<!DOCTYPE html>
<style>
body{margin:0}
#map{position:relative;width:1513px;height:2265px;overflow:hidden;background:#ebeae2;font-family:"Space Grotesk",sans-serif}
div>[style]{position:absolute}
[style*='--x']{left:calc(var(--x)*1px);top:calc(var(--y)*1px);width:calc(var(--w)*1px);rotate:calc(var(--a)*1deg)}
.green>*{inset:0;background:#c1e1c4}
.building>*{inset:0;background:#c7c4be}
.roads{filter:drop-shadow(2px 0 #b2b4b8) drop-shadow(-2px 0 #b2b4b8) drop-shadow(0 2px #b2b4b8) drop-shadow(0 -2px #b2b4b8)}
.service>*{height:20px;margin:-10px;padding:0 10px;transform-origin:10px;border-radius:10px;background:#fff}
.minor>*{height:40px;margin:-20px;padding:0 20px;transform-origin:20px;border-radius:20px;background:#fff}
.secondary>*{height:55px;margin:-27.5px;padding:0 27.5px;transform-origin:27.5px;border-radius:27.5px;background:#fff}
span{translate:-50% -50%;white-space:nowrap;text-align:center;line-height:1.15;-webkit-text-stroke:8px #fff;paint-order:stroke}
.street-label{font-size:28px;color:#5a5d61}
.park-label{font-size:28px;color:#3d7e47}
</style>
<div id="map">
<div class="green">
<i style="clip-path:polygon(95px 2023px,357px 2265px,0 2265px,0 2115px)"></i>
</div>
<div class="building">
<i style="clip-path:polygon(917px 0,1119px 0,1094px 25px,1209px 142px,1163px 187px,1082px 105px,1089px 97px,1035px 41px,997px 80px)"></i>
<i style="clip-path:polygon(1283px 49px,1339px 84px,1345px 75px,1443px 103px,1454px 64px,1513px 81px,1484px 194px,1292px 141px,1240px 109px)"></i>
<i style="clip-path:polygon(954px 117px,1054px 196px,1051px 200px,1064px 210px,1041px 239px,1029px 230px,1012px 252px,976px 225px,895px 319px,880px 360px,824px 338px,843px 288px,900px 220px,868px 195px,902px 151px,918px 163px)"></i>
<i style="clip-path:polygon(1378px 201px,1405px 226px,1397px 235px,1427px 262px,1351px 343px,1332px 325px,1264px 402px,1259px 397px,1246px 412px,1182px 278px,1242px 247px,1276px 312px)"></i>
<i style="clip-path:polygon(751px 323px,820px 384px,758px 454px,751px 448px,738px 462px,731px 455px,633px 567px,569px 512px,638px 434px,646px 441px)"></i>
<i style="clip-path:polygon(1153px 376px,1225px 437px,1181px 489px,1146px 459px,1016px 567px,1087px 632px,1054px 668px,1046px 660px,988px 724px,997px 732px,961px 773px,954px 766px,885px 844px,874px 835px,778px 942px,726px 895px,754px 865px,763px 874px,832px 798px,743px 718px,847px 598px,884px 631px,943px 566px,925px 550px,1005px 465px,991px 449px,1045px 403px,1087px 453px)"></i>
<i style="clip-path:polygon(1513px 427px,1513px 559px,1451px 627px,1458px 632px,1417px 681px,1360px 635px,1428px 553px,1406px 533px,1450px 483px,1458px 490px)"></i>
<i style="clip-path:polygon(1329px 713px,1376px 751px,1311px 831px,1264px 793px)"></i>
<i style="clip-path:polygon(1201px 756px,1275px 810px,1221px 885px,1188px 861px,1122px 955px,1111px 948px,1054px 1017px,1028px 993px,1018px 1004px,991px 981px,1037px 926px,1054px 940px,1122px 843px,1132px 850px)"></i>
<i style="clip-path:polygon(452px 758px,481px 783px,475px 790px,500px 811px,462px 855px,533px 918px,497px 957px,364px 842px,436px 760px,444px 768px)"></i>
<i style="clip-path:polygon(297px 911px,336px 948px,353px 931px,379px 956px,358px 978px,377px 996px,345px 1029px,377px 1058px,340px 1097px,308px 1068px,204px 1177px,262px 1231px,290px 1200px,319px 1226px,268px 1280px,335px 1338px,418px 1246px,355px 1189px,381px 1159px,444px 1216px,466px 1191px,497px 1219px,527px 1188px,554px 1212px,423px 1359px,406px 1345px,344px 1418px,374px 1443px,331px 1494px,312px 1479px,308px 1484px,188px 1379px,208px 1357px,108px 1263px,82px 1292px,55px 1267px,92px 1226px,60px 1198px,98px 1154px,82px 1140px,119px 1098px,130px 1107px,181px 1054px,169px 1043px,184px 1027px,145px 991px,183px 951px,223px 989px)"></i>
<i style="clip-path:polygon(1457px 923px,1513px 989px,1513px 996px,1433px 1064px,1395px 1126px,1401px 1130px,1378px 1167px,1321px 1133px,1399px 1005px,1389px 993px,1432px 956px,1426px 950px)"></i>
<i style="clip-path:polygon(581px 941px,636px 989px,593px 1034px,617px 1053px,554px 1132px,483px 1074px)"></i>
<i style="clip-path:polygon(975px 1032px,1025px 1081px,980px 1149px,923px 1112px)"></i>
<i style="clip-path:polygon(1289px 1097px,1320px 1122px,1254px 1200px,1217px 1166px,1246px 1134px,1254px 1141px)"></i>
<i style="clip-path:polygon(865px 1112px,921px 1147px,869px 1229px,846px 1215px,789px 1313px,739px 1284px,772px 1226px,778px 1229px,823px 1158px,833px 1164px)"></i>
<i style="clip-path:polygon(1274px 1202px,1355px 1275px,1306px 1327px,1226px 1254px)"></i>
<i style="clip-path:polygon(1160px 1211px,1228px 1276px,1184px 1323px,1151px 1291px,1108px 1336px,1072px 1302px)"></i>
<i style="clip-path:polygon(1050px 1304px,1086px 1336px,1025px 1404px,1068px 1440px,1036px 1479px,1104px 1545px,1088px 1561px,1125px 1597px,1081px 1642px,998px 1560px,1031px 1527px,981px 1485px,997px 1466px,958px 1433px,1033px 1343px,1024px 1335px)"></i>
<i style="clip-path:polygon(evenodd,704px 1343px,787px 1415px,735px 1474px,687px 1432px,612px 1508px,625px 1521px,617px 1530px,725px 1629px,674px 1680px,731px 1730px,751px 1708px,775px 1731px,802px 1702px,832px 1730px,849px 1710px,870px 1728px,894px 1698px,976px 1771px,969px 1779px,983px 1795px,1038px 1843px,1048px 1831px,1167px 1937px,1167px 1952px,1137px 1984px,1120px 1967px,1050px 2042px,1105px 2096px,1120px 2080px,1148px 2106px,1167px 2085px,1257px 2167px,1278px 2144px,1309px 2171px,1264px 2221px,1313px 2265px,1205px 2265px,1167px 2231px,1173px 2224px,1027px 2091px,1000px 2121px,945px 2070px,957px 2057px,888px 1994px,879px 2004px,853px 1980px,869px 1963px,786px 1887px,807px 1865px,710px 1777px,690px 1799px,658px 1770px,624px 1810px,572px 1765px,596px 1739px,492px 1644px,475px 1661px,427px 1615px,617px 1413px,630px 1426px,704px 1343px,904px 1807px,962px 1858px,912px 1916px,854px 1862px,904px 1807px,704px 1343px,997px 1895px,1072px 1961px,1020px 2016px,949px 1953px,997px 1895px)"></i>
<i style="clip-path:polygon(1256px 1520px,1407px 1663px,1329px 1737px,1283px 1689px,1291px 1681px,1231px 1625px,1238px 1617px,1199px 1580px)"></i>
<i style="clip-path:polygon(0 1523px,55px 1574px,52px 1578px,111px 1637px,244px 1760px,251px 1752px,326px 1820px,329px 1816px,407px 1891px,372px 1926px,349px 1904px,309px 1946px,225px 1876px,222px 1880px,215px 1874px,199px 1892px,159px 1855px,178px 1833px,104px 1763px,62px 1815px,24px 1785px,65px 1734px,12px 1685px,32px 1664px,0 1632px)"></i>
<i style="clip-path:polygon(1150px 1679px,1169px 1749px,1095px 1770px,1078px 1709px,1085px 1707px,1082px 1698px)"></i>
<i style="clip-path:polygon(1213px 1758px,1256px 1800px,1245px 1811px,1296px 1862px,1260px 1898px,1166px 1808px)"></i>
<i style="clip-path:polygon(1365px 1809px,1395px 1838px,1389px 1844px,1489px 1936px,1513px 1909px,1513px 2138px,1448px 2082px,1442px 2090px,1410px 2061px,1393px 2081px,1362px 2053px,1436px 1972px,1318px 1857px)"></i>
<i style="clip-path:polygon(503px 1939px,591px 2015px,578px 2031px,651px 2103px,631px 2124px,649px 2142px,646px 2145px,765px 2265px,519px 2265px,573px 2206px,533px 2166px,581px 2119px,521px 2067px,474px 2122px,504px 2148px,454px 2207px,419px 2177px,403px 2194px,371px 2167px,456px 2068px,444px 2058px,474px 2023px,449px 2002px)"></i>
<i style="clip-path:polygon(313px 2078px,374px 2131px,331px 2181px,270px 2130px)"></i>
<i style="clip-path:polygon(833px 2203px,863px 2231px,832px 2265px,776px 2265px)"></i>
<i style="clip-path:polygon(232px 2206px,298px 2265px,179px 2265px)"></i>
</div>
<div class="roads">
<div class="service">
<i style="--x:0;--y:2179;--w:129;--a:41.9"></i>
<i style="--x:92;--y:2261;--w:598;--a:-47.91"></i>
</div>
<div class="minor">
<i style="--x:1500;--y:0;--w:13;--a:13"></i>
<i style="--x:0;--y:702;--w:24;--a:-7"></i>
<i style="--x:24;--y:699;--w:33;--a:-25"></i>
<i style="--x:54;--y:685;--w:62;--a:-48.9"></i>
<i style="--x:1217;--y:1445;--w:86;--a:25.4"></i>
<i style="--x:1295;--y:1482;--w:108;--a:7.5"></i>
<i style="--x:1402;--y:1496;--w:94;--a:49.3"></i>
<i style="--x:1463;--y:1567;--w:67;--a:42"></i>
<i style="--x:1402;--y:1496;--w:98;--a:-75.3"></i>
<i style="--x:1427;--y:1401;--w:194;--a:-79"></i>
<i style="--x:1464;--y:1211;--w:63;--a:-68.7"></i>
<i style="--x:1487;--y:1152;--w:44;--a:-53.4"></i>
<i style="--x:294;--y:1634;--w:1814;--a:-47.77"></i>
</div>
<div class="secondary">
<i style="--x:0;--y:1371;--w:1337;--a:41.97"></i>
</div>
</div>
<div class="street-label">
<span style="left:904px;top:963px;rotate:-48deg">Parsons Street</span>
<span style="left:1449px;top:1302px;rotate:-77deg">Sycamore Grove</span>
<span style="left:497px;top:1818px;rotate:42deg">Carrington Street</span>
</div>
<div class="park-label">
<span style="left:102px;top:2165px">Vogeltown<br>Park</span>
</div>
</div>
+++
### Required work
In the listing above, each line with the word "position" is to be copied out.

### Written response
#map{position:relative;width:1513px;height:2265px;overflow:hidden;background:#ebeae2;font-family:"Space Grotesk",sans-serif}
div>[style]{position:absolute}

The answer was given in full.